Here’s what some of the challenge winners had to say about the experience:
“The Phi Theta Kappa’s Khan Academy Tutoring Challenge was a lot of fun. I extended information of the tutoring service to all the incoming freshmen at my college,” said Sherri Dillon. “The hardest part was staying in contact with students, since it was summer break, but it was very helpful for me and those whom I have been able to reach.”
“The College Tutor Challenge has been such a wonderful and at the same time challenging experience. I really enjoyed being a tutor and a coach for students who have problems with math,” said Elvira Avdeyeva. “I love math! I’ve always loved it. I know that the majority of students have difficulties with mathematics, so coaching students and guiding them through Khan Academy has been a big pleasure for me.”
“Khan Academy should be the first stop in math learning endeavors. It is well structured with different exercises and videos by experts. Through Khan Academy Tutoring I have learned the importance of the digital world,” said Ogulnazik Orazgeldiyeva. “It is an amazing site where you can actually see your progress. Practicing various mathematical skills with my tutor helped me to succeed and go to the higher levels of math classes. It has encouraged my passion to do and learn more.”
“It proved quite a trial to motivate my cousins and siblings on their summer break to hop on a computer and do some math challenges. It’s simply not appealing for a kid who has gotten used to the idea of turning off brain functions during summer vacations,” said Mina Jahan. “However, after a few weeks, my recruited family members got into the habit of doing Khan Academy themselves. Theybegan to see its advantages and appreciate its flexible and student-tailored approach.”
Though the competition is over, Phi Theta Kappa members are encouraged to explore the resources available through Khan Academy.
“We encourage Phi Theta Kappa members to utilize Khan Academy for their studies – explore, sign up as coaches and use Khan as a tool to be a better tutor,” Davidson said.
Courtney Taylor, Associate Director of Institutional Advancement for the Phi Theta Kappa Foundation, said the Khan Academy tutoring tools are perfect for students who serve as peer tutors and will also help members maintain high GPAs and complete their degrees.
“We’re so appreciative for Khan Academy’s approach to completion – providing tools to help students succeed,” Taylor said.

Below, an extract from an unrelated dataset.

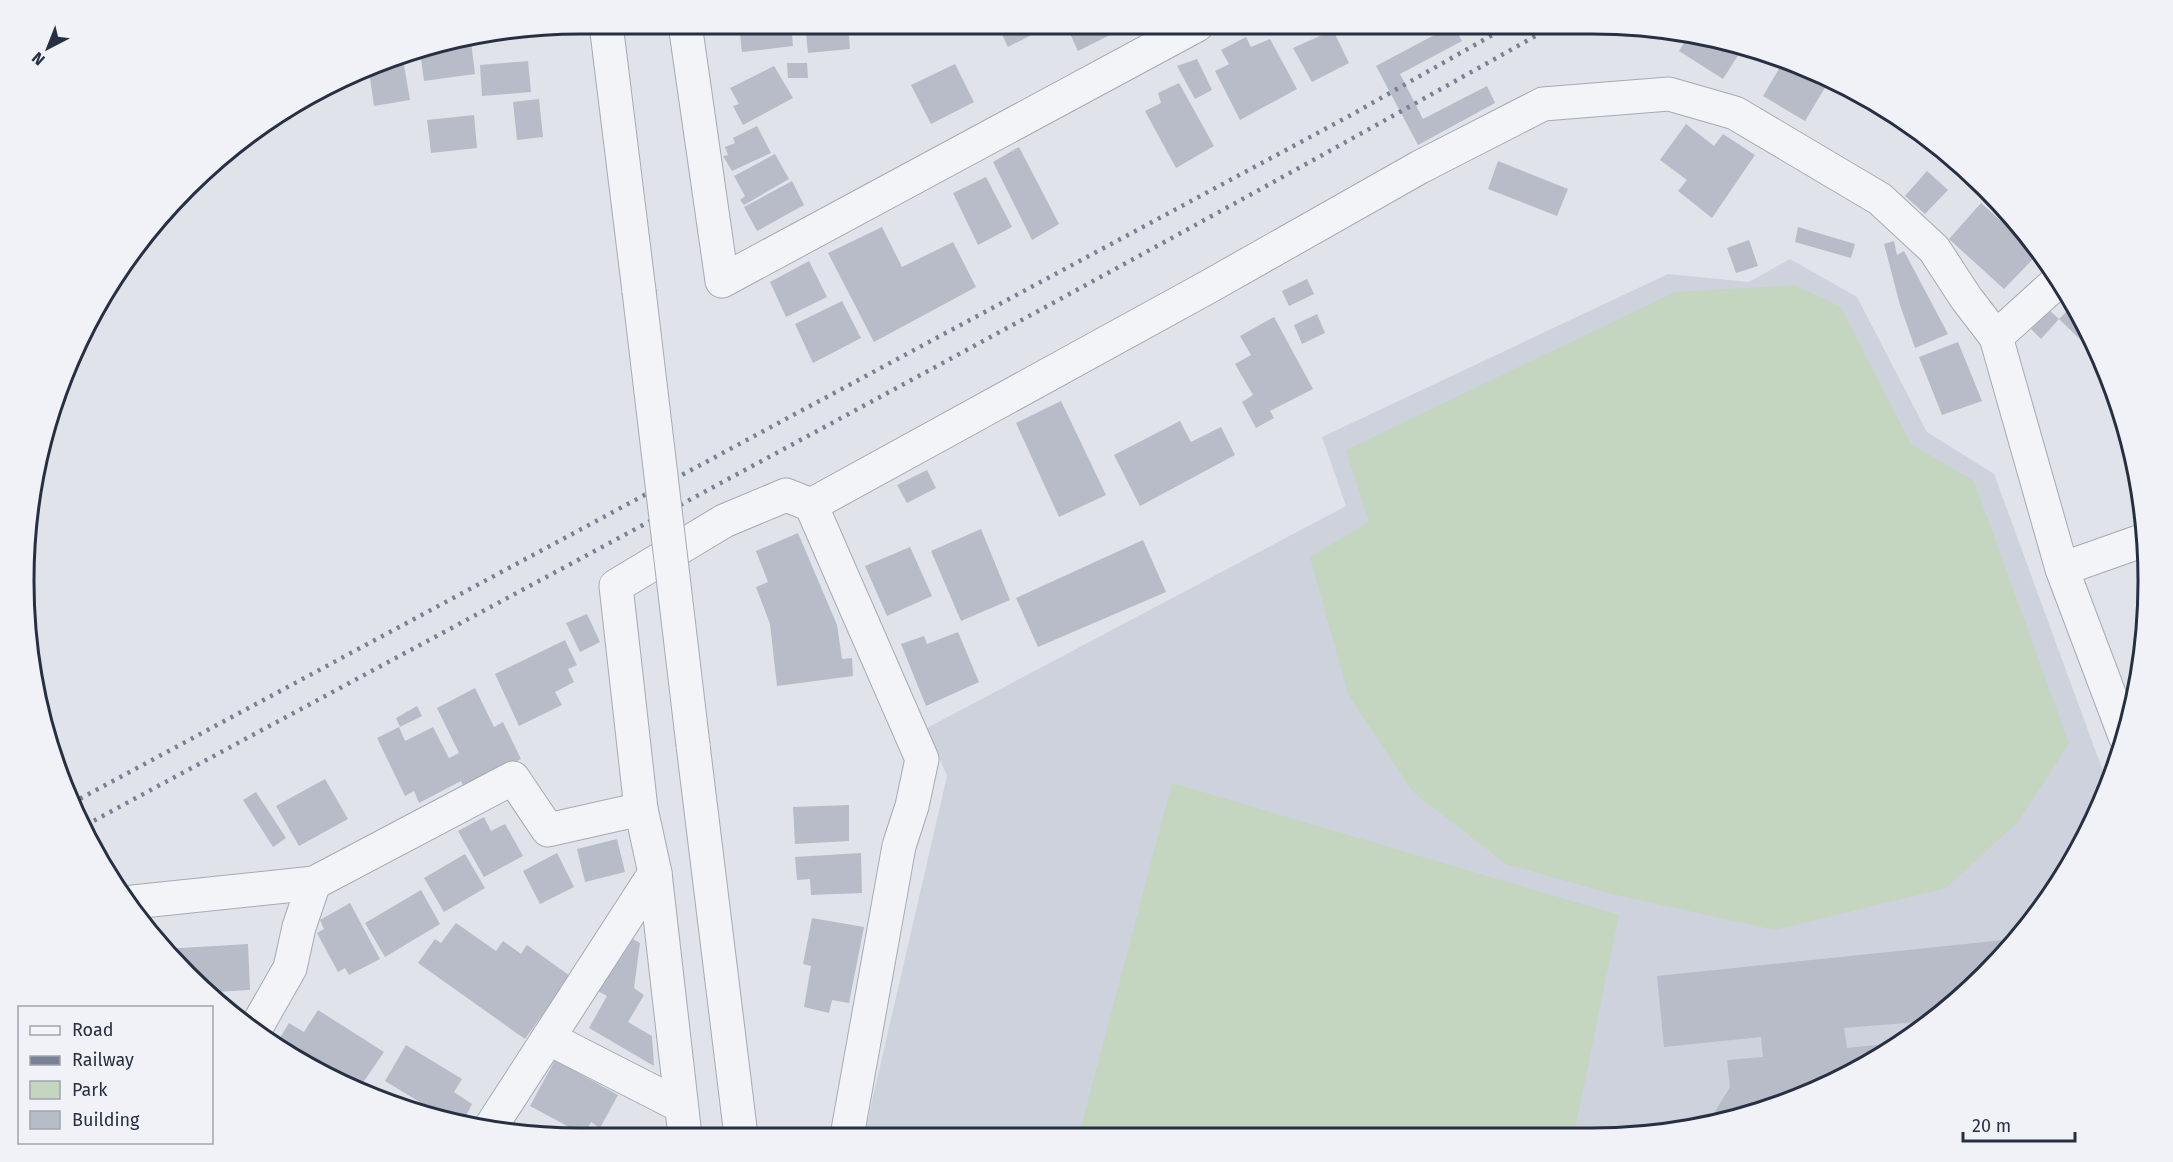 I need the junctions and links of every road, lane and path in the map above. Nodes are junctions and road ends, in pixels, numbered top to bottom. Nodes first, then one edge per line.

Phi Theta Kappa Honor Society, headquartered in Jackson, Mississippi, is the largest honor society in higher education with 1,285 chapters on college campuses in all 50 of the United States, plus Canada, Germany, the Republic of Palau, Peru, the Republic of the Marshall Islands, the Federated States of Micronesia, the British Virgin Islands, the United Arab Emirates and U.S. territorial possessions. Nearly 3 million students have been inducted since its founding in 1918, with approximately 131,000 students inducted annually.